◆ Task description ◆
Only the lines below from the one containing "ink(color);" to the one containing "cairo_set_miter_limit(ctx, 4);" should be repeated, both included and unchanged.

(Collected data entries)
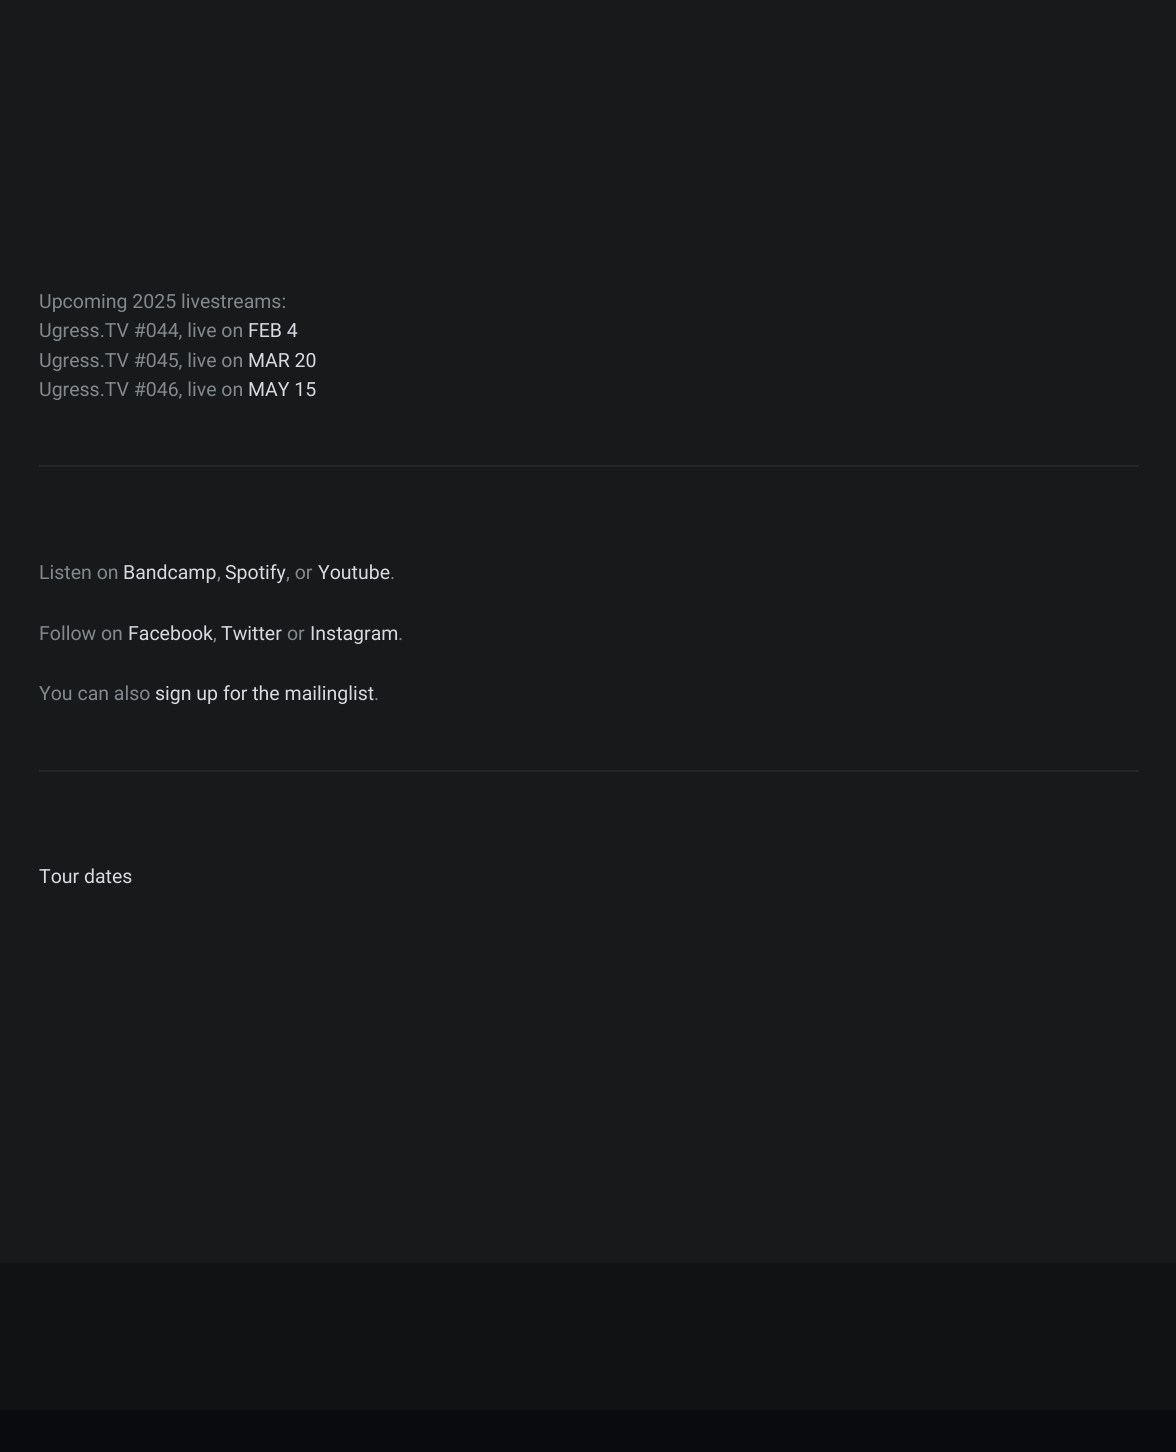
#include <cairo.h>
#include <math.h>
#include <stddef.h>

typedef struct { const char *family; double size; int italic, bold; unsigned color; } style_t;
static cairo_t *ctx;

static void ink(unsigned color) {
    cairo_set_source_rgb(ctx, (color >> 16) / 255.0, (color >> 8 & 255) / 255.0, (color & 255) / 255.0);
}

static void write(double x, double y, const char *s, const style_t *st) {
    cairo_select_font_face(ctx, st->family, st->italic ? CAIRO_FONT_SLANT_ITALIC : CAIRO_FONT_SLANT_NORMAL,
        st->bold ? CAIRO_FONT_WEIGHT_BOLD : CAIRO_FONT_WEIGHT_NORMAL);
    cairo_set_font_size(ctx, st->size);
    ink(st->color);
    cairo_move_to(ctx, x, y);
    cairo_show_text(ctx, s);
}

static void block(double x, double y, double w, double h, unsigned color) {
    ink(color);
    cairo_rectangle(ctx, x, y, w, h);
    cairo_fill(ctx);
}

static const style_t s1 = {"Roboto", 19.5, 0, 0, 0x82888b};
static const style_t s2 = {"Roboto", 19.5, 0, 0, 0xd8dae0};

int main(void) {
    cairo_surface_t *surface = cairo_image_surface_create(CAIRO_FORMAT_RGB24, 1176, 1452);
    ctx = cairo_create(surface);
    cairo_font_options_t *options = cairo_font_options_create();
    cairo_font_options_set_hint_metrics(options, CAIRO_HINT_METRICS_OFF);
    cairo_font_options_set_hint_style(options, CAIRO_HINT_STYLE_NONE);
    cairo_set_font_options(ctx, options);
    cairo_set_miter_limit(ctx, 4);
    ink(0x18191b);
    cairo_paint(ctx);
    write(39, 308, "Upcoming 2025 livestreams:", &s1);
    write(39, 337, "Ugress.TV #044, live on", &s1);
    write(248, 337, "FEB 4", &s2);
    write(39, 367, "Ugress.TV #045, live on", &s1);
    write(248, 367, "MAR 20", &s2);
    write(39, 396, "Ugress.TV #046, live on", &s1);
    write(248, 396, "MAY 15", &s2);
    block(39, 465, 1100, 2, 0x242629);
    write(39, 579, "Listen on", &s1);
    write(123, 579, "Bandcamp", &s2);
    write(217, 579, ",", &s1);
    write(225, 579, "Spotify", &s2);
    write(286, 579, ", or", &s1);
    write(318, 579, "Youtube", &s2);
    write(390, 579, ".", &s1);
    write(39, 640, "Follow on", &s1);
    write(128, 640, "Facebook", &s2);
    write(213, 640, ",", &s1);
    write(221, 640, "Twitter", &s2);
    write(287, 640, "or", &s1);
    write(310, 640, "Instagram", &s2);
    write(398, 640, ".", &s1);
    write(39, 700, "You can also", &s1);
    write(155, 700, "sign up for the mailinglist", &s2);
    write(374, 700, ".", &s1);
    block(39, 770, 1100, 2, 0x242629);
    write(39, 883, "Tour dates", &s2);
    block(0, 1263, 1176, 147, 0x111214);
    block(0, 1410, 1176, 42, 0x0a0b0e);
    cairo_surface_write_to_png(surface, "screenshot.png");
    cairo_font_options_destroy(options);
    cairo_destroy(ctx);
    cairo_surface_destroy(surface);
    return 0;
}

---

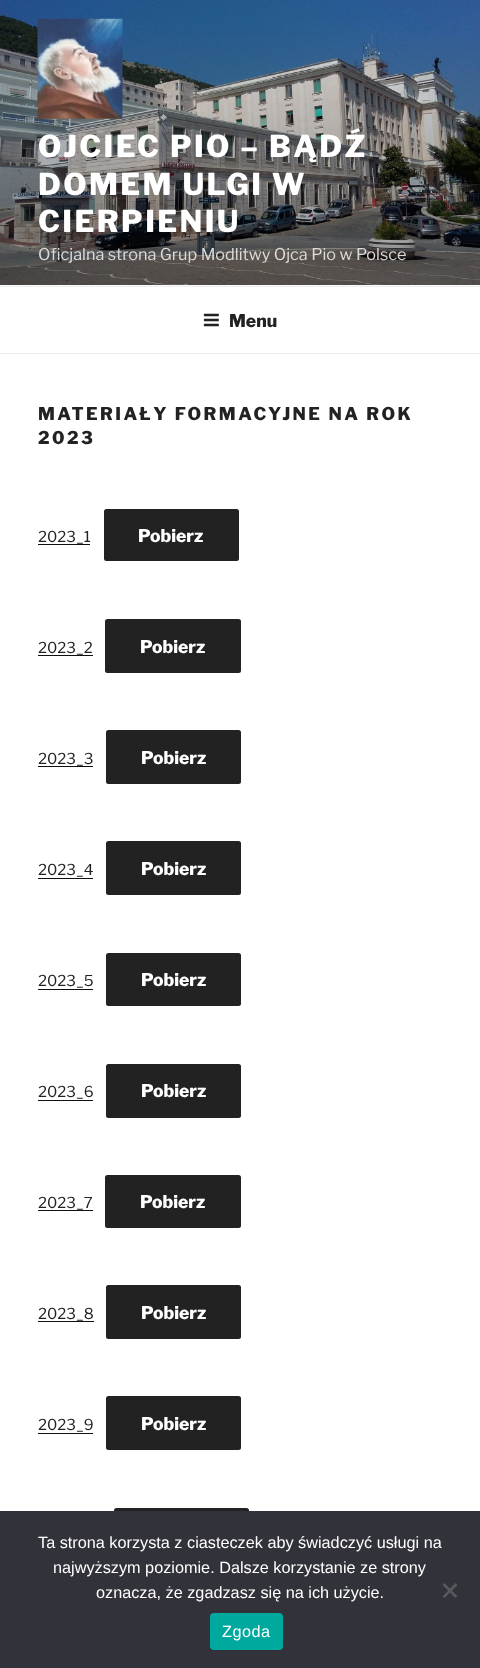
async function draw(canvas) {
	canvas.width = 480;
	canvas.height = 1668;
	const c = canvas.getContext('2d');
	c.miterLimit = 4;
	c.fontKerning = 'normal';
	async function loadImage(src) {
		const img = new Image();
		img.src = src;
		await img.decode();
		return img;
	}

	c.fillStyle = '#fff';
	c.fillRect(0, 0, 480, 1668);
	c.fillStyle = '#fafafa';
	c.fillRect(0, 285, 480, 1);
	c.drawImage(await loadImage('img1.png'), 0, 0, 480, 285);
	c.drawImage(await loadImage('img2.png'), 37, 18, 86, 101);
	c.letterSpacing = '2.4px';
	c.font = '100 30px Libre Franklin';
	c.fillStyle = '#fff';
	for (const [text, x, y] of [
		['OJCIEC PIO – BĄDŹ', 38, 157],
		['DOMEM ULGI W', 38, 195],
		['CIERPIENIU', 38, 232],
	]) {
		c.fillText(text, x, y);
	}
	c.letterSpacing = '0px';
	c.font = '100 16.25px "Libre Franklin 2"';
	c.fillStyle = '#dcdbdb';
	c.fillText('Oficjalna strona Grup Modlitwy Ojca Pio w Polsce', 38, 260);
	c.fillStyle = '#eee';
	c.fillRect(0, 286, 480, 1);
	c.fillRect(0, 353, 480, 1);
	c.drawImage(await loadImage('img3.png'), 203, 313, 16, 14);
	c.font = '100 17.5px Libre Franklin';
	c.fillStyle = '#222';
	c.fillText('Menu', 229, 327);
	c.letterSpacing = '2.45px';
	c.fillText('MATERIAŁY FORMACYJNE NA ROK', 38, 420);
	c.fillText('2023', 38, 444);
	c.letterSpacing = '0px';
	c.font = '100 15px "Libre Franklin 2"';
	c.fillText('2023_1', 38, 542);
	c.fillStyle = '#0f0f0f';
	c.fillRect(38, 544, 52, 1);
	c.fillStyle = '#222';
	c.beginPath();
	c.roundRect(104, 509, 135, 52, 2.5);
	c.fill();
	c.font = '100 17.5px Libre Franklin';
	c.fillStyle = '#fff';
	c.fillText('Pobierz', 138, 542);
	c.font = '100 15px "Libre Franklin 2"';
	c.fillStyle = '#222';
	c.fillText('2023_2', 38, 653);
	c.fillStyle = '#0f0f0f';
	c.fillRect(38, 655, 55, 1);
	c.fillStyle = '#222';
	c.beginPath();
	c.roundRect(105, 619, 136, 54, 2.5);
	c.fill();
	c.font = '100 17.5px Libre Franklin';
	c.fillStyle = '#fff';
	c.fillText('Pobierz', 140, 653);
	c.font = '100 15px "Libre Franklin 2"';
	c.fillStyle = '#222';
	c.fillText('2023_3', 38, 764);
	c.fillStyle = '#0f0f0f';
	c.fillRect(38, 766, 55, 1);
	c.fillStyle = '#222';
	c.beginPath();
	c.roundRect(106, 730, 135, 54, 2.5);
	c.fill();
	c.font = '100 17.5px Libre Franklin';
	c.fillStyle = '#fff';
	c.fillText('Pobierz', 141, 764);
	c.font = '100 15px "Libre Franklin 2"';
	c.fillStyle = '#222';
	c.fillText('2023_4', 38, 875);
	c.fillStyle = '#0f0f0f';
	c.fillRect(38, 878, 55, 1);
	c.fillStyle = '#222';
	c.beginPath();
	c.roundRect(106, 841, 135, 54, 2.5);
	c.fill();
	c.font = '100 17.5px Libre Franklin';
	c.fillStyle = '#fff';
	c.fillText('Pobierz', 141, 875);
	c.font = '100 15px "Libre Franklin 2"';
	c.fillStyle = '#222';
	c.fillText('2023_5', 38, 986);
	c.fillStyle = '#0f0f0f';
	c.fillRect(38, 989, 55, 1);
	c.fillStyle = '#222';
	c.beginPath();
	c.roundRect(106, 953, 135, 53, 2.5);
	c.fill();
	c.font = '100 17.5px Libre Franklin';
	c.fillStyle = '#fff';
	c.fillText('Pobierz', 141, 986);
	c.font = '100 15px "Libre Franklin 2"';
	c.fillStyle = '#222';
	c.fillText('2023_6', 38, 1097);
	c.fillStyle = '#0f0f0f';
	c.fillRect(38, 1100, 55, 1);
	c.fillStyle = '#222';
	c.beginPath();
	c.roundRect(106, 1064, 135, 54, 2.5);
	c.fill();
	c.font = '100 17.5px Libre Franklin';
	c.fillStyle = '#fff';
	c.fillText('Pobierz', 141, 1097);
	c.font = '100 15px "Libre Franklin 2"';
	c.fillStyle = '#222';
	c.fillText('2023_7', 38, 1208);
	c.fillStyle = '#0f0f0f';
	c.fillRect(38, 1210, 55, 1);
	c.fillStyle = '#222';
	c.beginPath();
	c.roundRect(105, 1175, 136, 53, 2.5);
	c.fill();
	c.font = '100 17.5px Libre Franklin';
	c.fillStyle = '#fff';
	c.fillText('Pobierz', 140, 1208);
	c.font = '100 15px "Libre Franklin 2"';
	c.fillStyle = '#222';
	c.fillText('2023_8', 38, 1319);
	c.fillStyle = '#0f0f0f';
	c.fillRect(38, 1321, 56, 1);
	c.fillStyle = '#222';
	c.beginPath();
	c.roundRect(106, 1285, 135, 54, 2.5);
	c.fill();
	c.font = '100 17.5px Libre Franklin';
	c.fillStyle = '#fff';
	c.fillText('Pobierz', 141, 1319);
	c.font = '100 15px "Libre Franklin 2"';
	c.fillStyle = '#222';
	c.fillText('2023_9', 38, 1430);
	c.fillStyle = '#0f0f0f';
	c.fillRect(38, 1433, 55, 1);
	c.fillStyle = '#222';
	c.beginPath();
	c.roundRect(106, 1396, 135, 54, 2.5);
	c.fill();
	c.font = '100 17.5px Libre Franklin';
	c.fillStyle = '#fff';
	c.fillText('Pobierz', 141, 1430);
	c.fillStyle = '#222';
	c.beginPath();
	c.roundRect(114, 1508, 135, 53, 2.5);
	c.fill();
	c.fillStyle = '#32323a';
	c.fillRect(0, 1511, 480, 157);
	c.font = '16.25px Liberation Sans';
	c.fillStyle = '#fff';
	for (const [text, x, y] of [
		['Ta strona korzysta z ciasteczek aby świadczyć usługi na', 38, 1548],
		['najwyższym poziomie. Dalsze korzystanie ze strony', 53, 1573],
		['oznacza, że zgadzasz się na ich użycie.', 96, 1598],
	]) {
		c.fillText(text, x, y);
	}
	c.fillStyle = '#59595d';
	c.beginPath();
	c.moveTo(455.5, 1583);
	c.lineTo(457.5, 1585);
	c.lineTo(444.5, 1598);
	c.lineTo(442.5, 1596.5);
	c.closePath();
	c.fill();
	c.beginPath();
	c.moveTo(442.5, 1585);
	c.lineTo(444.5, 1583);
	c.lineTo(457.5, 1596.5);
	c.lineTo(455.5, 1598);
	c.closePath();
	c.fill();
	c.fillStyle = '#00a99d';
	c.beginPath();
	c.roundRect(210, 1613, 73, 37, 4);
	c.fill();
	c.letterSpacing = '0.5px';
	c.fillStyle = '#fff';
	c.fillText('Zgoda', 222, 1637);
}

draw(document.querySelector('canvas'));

◆ Answer box ◆
    ink(color);
    cairo_rectangle(ctx, x, y, w, h);
    cairo_fill(ctx);
}

static const style_t s1 = {"Roboto", 19.5, 0, 0, 0x82888b};
static const style_t s2 = {"Roboto", 19.5, 0, 0, 0xd8dae0};

int main(void) {
    cairo_surface_t *surface = cairo_image_surface_create(CAIRO_FORMAT_RGB24, 1176, 1452);
    ctx = cairo_create(surface);
    cairo_font_options_t *options = cairo_font_options_create();
    cairo_font_options_set_hint_metrics(options, CAIRO_HINT_METRICS_OFF);
    cairo_font_options_set_hint_style(options, CAIRO_HINT_STYLE_NONE);
    cairo_set_font_options(ctx, options);
    cairo_set_miter_limit(ctx, 4);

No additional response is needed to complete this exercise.